Вслушиваясь в голоса предшественников (Гуманистические традиции немецкой литературы и нравственно-эстетические искания писателей ГДР)

В январе 1944 года семнадцатилетний юноша, проходивший службу на одной из берлинских зенитных батарей, тайком читал книгу, найденную им в руинах разбомбленного родительского дома. Книга называлась «Спор об унтере Грише», и ее автор Арнольд Цвейг принадлежал к числу немецких писателей, о которых юноша, с детства любивший литературу, никогда ничего не слышал. К тем же незнакомым авторам принадлежали Т. Манн, Г. Манн, Э. -М. Ремарк, Ф. Верфель – их произведения он обнаружил в чудом уцелевшем книжном шкафу своего отца.
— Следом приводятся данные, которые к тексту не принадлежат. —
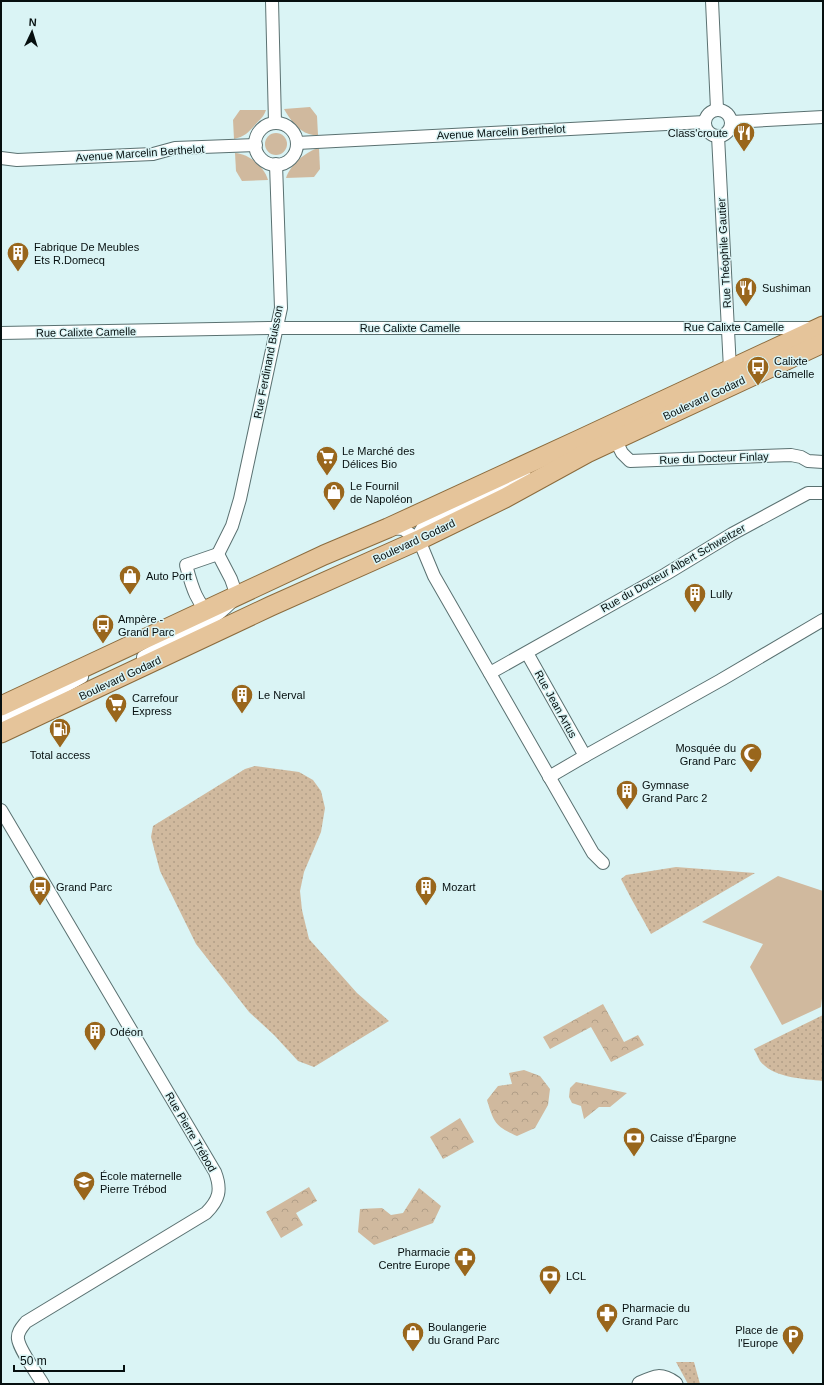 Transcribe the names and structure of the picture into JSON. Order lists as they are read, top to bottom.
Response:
{
  "streets": {
    "main road": ["Boulevard Godard"],
    "street": [
      "Avenue Marcelin Berthelot",
      "Rue Théophile Gautier",
      "Rue Calixte Camelle",
      "Rue Ferdinand Buisson",
      "Rue du Docteur Finlay",
      "Rue du Docteur Albert Schweitzer",
      "Rue Jean Artus",
      "Rue Pierre Trébod"
    ]
  },
  "crossings": [
    ["Avenue Marcelin Berthelot", "Rue Théophile Gautier"],
    ["Avenue Marcelin Berthelot", "Rue Ferdinand Buisson"],
    ["Rue Théophile Gautier", "Rue Calixte Camelle"],
    ["Rue Théophile Gautier", "Boulevard Godard"],
    ["Rue Calixte Camelle", "Rue Ferdinand Buisson"],
    ["Rue Calixte Camelle", "Boulevard Godard"],
    ["Boulevard Godard", "Rue du Docteur Finlay"],
    ["Rue du Docteur Albert Schweitzer", "Rue Jean Artus"]
  ],
  "places": {
    "restaurant": ["Class'croute", "Sushiman"],
    "building": [
      "Fabrique De Meubles Ets R.Domecq",
      "Lully",
      "Le Nerval",
      "Gymnase Grand Parc 2",
      "Mozart",
      "Odéon"
    ],
    "bus stop": ["Calixte Camelle", "Ampère - Grand Parc", "Grand Parc"],
    "supermarket": ["Le Marché des Délices Bio", "Carrefour Express"],
    "shop": ["Le Fournil de Napoléon", "Auto Port", "Boulangerie du Grand Parc"],
    "fuel station": ["Total access"],
    "mosque": ["Mosquée du Grand Parc"],
    "bank": ["Caisse d'Épargne", "LCL"],
    "school or university": ["École maternelle Pierre Trébod"],
    "pharmacy": ["Pharmacie Centre Europe", "Pharmacie du Grand Parc"],
    "parking": ["Place de l'Europe"]
  },
  "scale_bar": "50 m",
  "north": "top"
}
Юноша не был уверен, что эти книги заслуживают тех усилий, которые были необходимы, чтобы перенести их из развалин в другое здание. Лишь желание узнать, чем они «опасны» (ведь не зря отец столько лет держал их запертыми), заставило его все же спасти этих литературных незнакомцев. И теперь, в свободные от дежурств часы, он поглощал «Гришу» с «жадностью», которая, как он понял позднее, была «жаждой правды».

Рассказывая этот эпизод, Г. де Бройн, один из известных писателей ГДР, вспоминает, что, когда он ребенком учился выводить мелом на доске первые слова, в центре его родного Берлина публично жгли «Гришу». А когда он позднее, уже став старшеклассником, искал в издательских каталогах и на библиотечных полках книги, которые помогли бы ему понять жизнь, то романа А. Цвейга среди них, конечно, не было, как не было произведений Т. Манна, Г. Манна и многих других авторов, к тому времени уже известных всему миру. Зато в избытке имелись сочинения придворных нацистских бардов, помогавших Гитлеру оглуплять, ослеплять молодое поколение немцев, превращать их в бездумных исполнителей приказов, готовить к захватнической «миссии». Тогда этот немецкий юноша, как и большинство его сверстников, не подозревал, что духовные наставники, в которых он нуждался и которые могли «объяснить мир», были на чужбине, вынужденные покинуть родину, охваченную коричневой чумой. И вот прозрение – читая «Спор об унтере Грише», юный зенитчик начал задумываться: кто затевает войны, кому они нужны? Эта книга побудила его к размышлениям. И когда после разгрома фашизма перед ним открылись новые пути, автор «Гриши» стал для него одним из тех, на кого можно было ориентироваться.

После крушения рейха, когда миллионы немцев оказались перед необходимостью заново осмыслить собственную жизнь, они остро нуждались в духовной и нравственной опоре. Подлинный расчет с фашистским прошлым, процесс изменения, перестройки, очеловечения был прочно связан с поиском новых духовных образцов.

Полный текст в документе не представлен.